Le Courrier de Russie

Les drôles d’inventions des Russes

Savez-vous que le mot « robot », si répandu aujourd’hui, vient du slave ? La diffusion planétaire d’un mot de cette origine est un fait suffisamment rare pour qu’on le souligne : c’est l’écrivain tchèque Karel Čapek qui, en 1920, l’invente et en fait le titre d’une de ses pièces de théâtre. Ce néologisme est dérivé du mot « rabota », que les russophones connaissent bien : « travail », voire « corvée ». Rabota est lui-même formé sur rab, « l’esclave » : bref, un robot, c’est une machine corvéable, qui fait la besogne à votre place. (Attention, il n’a aucun rapport avec le rabot, quant à lui apparenté à l’anglais rabbit en raison de son manche dépassant comme une oreille de lapin !)

Que le robot trouve son origine dans le lexique slave ne m’a pas trop surprise, tant certains Russes m’ont désagréablement semblé, dans le cadre de leur travail, volontairement interchangeables avec des machines. J’ai parlé, dans un précédent article sur le sens du service russe, de cette façon automatique, chronométrée, millimétrée d’accomplir la tâche pour laquelle on était payé, sans rien faire qui sorte du strict cadre de son cahier des charges.

Parfois, cette servitude était involontaire, comme je l’ai constaté à l’université en offrant un jour des chocolats à la gardienne de mon étage. « Posez-les un peu plus loin, hors-champ », m’avait-elle demandé en désignant d’un petit coup de menton entendu une caméra braquée sur elle, « je les prendrai dans huit minutes en faisant ma ronde. »
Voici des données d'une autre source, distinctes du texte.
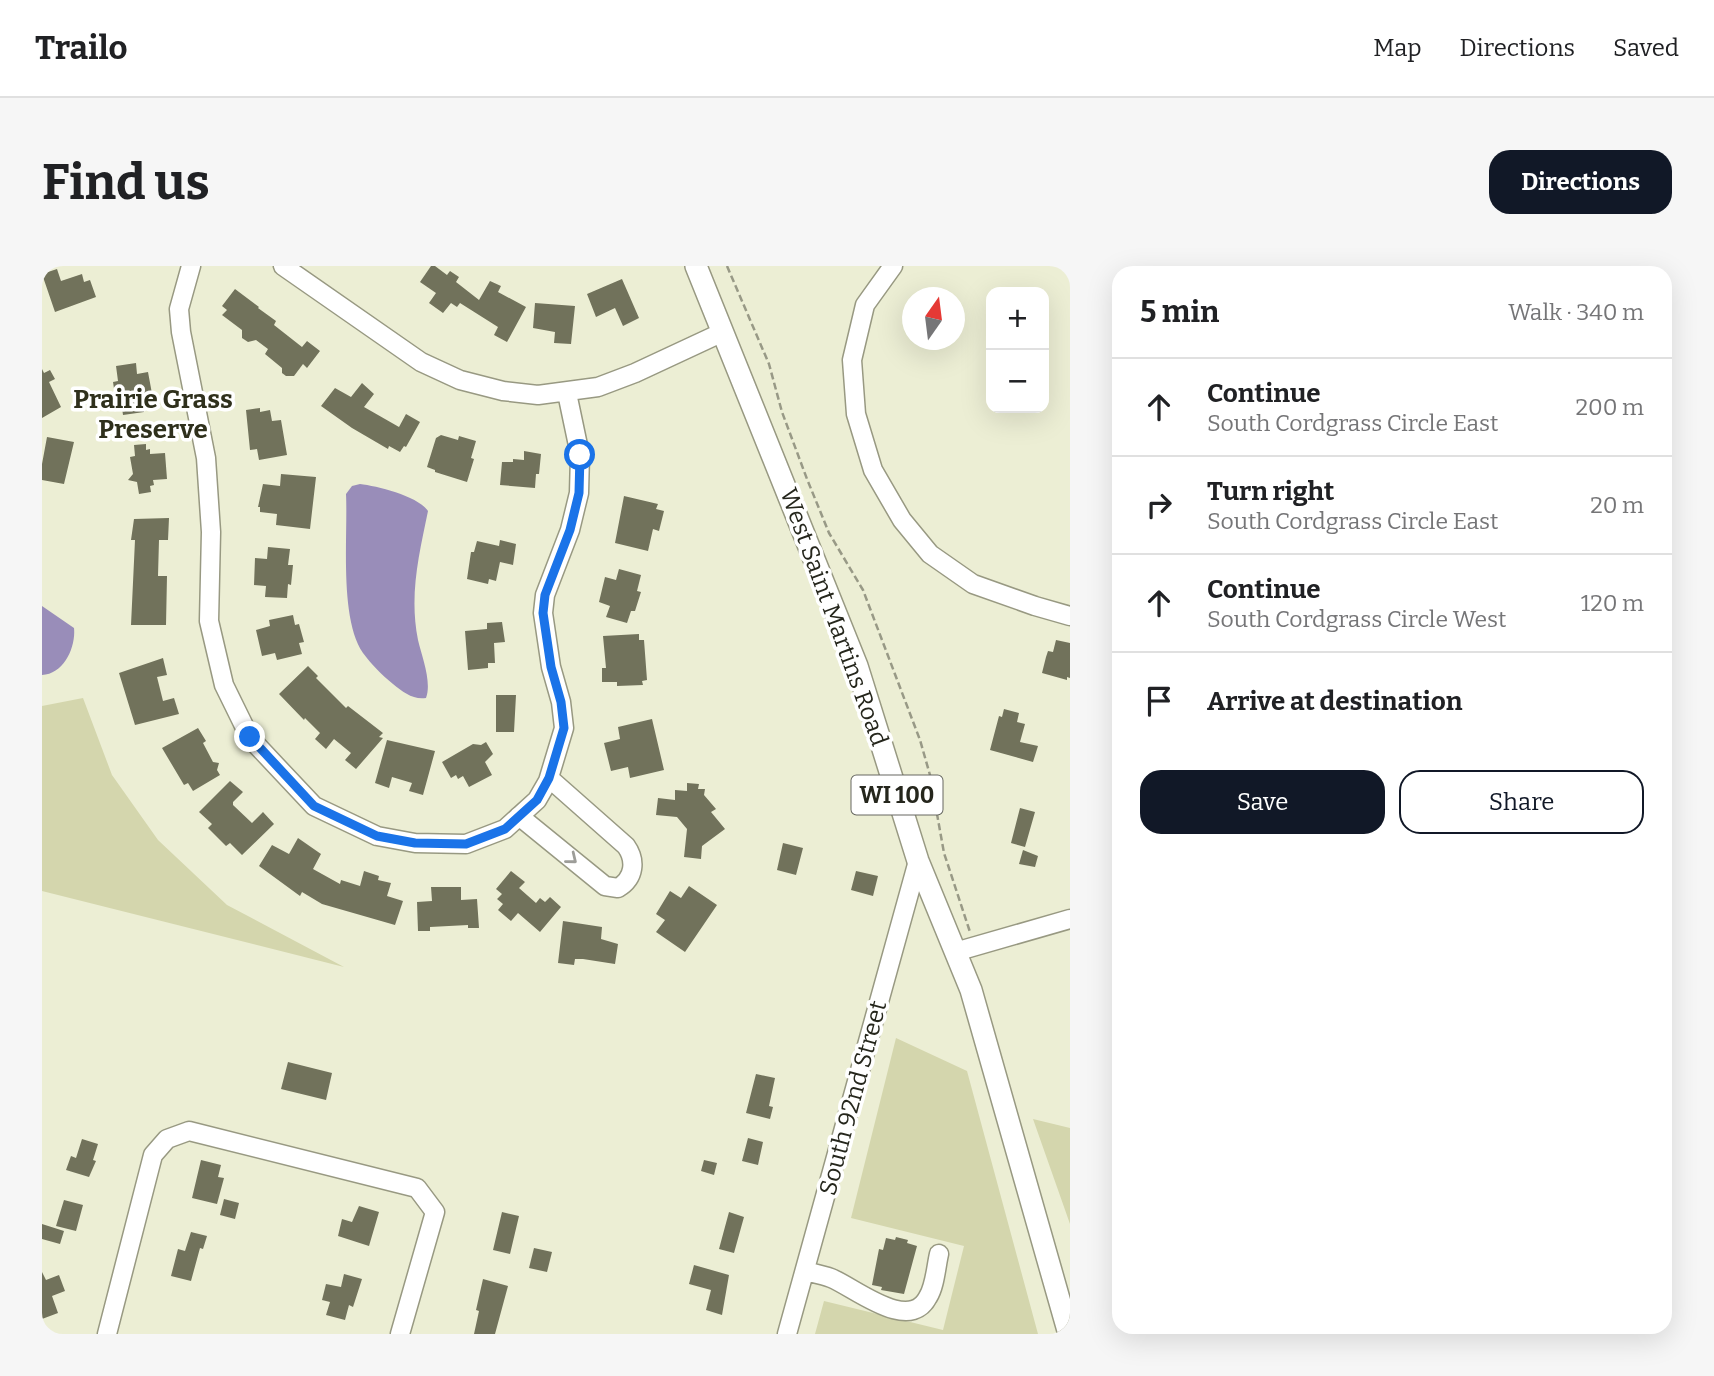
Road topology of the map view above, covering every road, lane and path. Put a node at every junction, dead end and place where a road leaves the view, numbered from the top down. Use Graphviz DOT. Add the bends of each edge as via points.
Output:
graph roads {
  1 [pos="191,266"];
  2 [pos="283,266"];
  3 [pos="696,266"];
  4 [pos="727,266"];
  5 [pos="893,266"];
  6 [pos="723,332"];
  7 [pos="567,393"];
  8 [pos="1070,615"];
  9 [pos="549,778"];
  10 [pos="519,816"];
  11 [pos="918,861"];
  12 [pos="1070,919"];
  13 [pos="965,949"];
  14 [pos="939,1254"];
  15 [pos="804,1271"];
  16 [pos="107,1334"];
  17 [pos="400,1334"];
  18 [pos="787,1334"];
  19 [pos="1069,1334"];
  1 -- 10 [label="street" via="178,309 206,458 211,532 209,621 224,685 250,737 314,806 377,836 415,843 466,844 505,829"];
  2 -- 7 [label="street" via="421,362 460,380 503,391"];
  3 -- 6 [label="main road, West Saint Martins Road / WI 100"];
  4 -- 13 [label="path" via="769,363 782,412 829,533 863,590 920,740"];
  5 -- 8 [label="street" via="865,305 852,360 856,414 873,470 902,520 930,554 973,584"];
  6 -- 7 [label="street" via="635,373"];
  6 -- 11 [label="main road, West Saint Martins Road / WI 100" via="857,666"];
  7 -- 9 [label="street" via="580,455 579,493 543,613 564,728"];
  9 -- 10 [label="street" via="537,800"];
  10 -- 9 [label="street, one-way" via="605,886 618,888 628,879 634,863 626,846"];
  11 -- 13 [label="main road, West Saint Martins Road / WI 100"];
  11 -- 15 [label="street, South 92nd Street"];
  12 -- 13 [label="street"];
  13 -- 19 [label="main road, West Saint Martins Road / WI 100" via="971,990"];
  14 -- 15 [label="street" via="929,1297 908,1312 862,1297 832,1278"];
  15 -- 18 [label="street, South 92nd Street"];
  16 -- 17 [label="street" via="153,1155 167,1139 189,1131 417,1188 435,1212"];
}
Les Russes, bien avant nous, ont d’ailleurs cherché à automatiser par la technologie un certain nombre de professions. Des photos qui font un peu froid dans le dos témoignent par exemple de l’introduction, dans quelques grandes villes soviétiques, de robots-policiers dans les années 1960. Paramétrés pour remplir plusieurs fonctions, ils étaient chargés de régler la circulation, mais pouvaient également verbaliser les automobilistes.

Crédits : robotoved.ru

Quantité de robots destinés à tout et n’importe quoi ont été inventés en Russie. Toujours dans les années 1960, le jeune ingénieur Boris Grichine invente une machine vouée à aider sa mère dépendante et grabataire ; Arsika, son œuvre aux traits vaguement humanoïdes, pouvait se déplacer seule, allumer et éteindre les lumières, mettre de la musique, répondre au téléphone et écrire un message sous la dictée : bref, cent kilos de bienveillance en aluminium.

Crédits : kp40.ru

Cette invention, comme nombre de technologies russes révolutionnaires, tomba dans l’oubli. Dieu sait où est Arsika aujourd’hui ! Les ingénieurs russes ont longtemps eu la fâcheuse tendance d’abandonner leur œuvre inutilisable sur place. Au début du XXe siècle, pendant la Première guerre mondiale, l’ingénieur Lebedenko imagina un char d’assaut monumental, le Tsar : soixante tonnes, canon de 150 millimètres, perché à huit mètres de hauteur, deux immenses roues latérales de neuf mètres de diamètre… Mais, trop lourd, le prototype qui devait renverser des montagnes s’embourba dès le premier essai, et fut abandonné sur place pendant près de dix ans, avant d’être finalement envoyé à la casse.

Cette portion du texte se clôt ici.